──────── Supplied data ────────
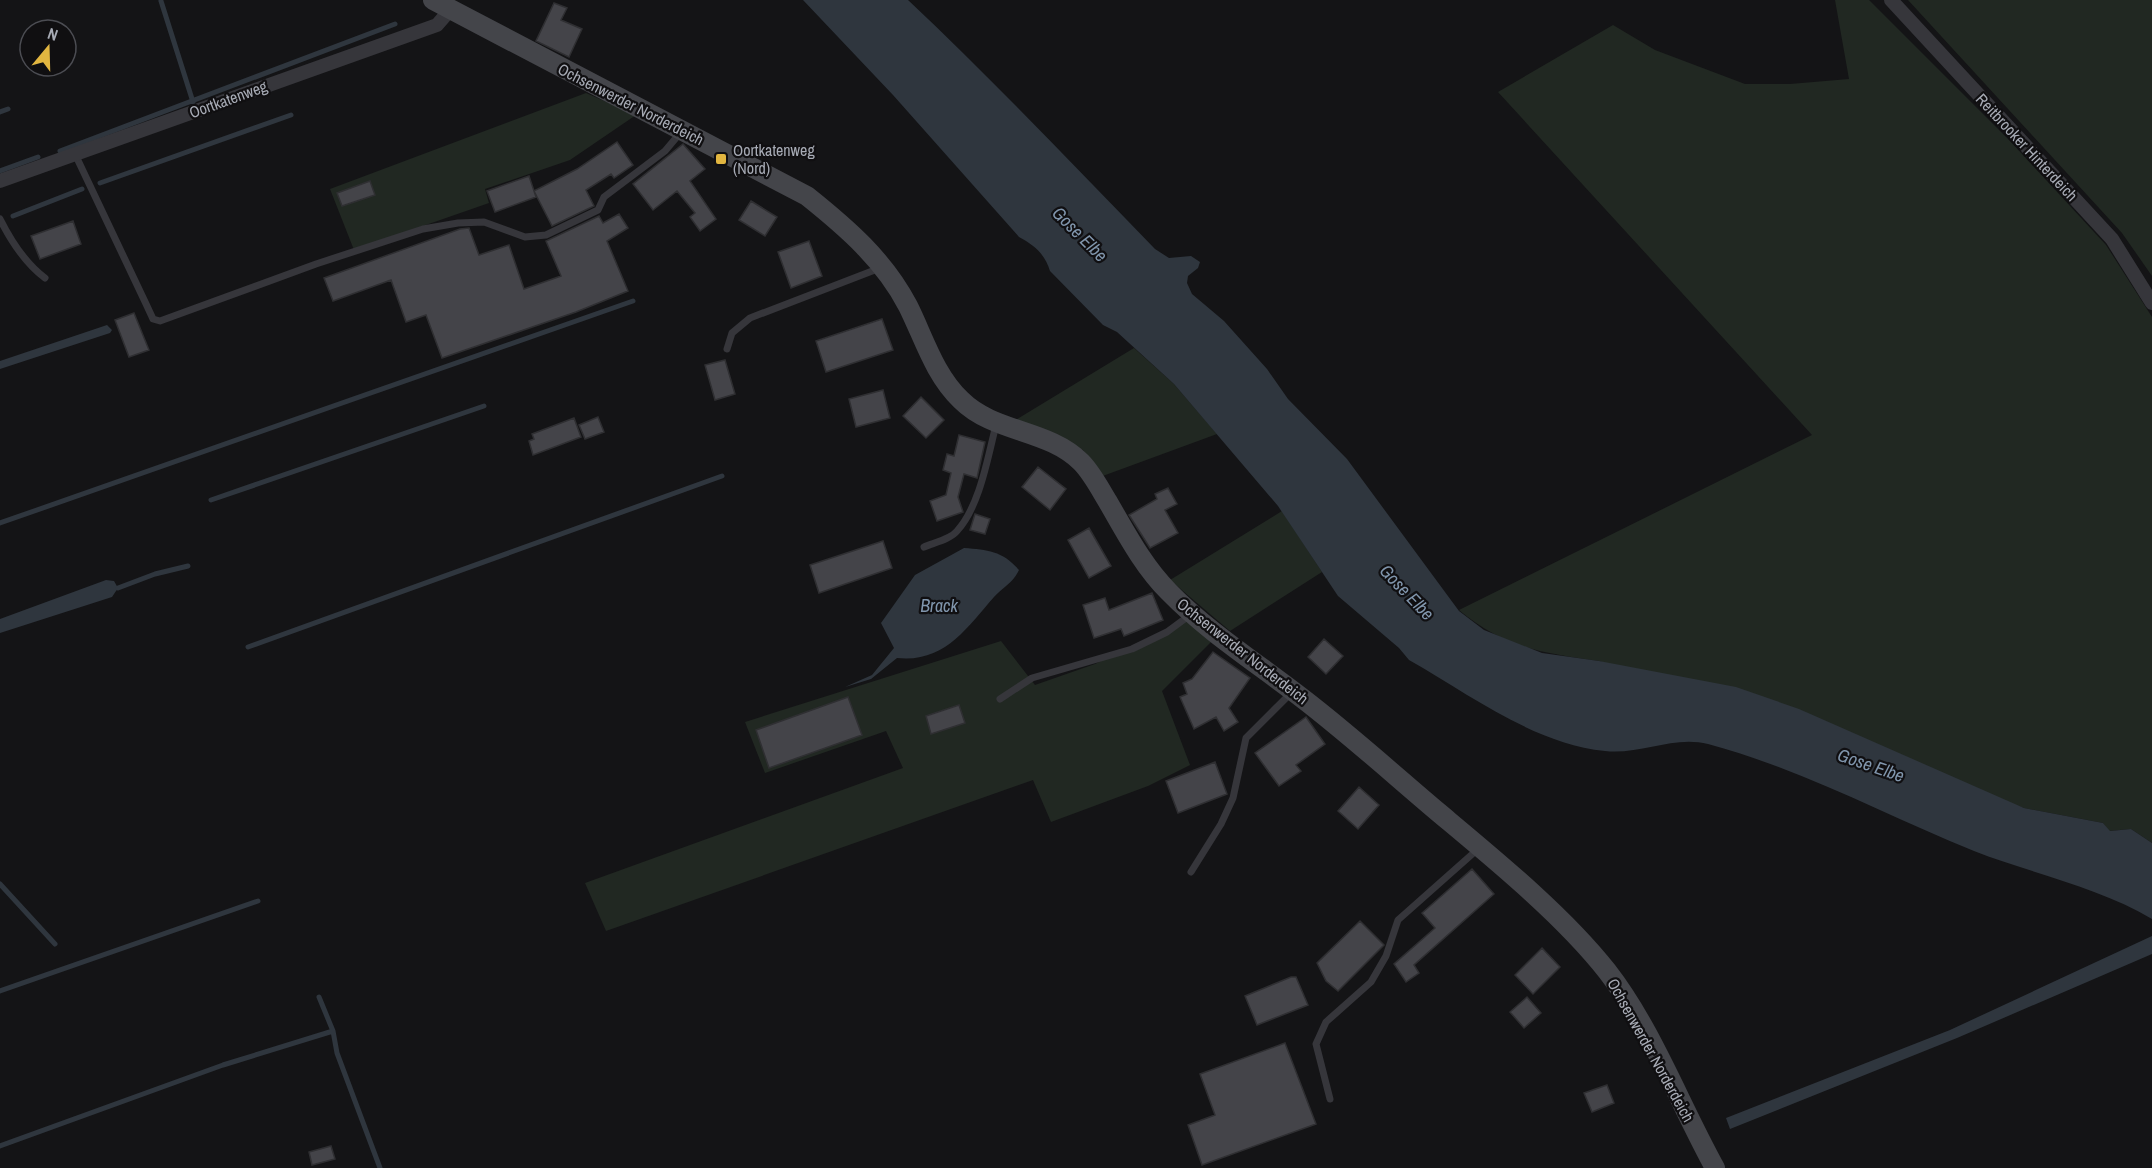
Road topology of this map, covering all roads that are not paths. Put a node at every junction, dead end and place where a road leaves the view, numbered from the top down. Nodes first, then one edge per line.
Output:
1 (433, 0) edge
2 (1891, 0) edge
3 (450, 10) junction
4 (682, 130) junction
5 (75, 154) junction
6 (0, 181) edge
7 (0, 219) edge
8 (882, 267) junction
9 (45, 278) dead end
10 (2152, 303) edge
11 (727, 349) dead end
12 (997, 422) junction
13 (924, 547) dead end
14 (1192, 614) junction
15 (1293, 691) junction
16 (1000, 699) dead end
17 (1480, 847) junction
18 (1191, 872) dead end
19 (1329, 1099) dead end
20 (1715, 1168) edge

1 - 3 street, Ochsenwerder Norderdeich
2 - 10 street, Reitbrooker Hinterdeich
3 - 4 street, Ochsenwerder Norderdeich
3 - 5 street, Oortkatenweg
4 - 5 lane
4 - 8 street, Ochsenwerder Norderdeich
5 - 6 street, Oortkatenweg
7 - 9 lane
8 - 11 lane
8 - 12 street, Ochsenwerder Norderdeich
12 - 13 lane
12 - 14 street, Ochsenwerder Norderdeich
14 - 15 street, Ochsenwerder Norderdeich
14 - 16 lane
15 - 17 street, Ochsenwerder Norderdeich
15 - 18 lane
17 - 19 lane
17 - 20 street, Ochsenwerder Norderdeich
────────
# Task details
Leave the pictures out and copy the rest of the data exactly.

# Expected answer
Road topology of this map, covering all roads that are not paths. Put a node at every junction, dead end and place where a road leaves the view, numbered from the top down. Nodes first, then one edge per line.
Output:
1 (433, 0) edge
2 (1891, 0) edge
3 (450, 10) junction
4 (682, 130) junction
5 (75, 154) junction
6 (0, 181) edge
7 (0, 219) edge
8 (882, 267) junction
9 (45, 278) dead end
10 (2152, 303) edge
11 (727, 349) dead end
12 (997, 422) junction
13 (924, 547) dead end
14 (1192, 614) junction
15 (1293, 691) junction
16 (1000, 699) dead end
17 (1480, 847) junction
18 (1191, 872) dead end
19 (1329, 1099) dead end
20 (1715, 1168) edge

1 - 3 street, Ochsenwerder Norderdeich
2 - 10 street, Reitbrooker Hinterdeich
3 - 4 street, Ochsenwerder Norderdeich
3 - 5 street, Oortkatenweg
4 - 5 lane
4 - 8 street, Ochsenwerder Norderdeich
5 - 6 street, Oortkatenweg
7 - 9 lane
8 - 11 lane
8 - 12 street, Ochsenwerder Norderdeich
12 - 13 lane
12 - 14 street, Ochsenwerder Norderdeich
14 - 15 street, Ochsenwerder Norderdeich
14 - 16 lane
15 - 17 street, Ochsenwerder Norderdeich
15 - 18 lane
17 - 19 lane
17 - 20 street, Ochsenwerder Norderdeich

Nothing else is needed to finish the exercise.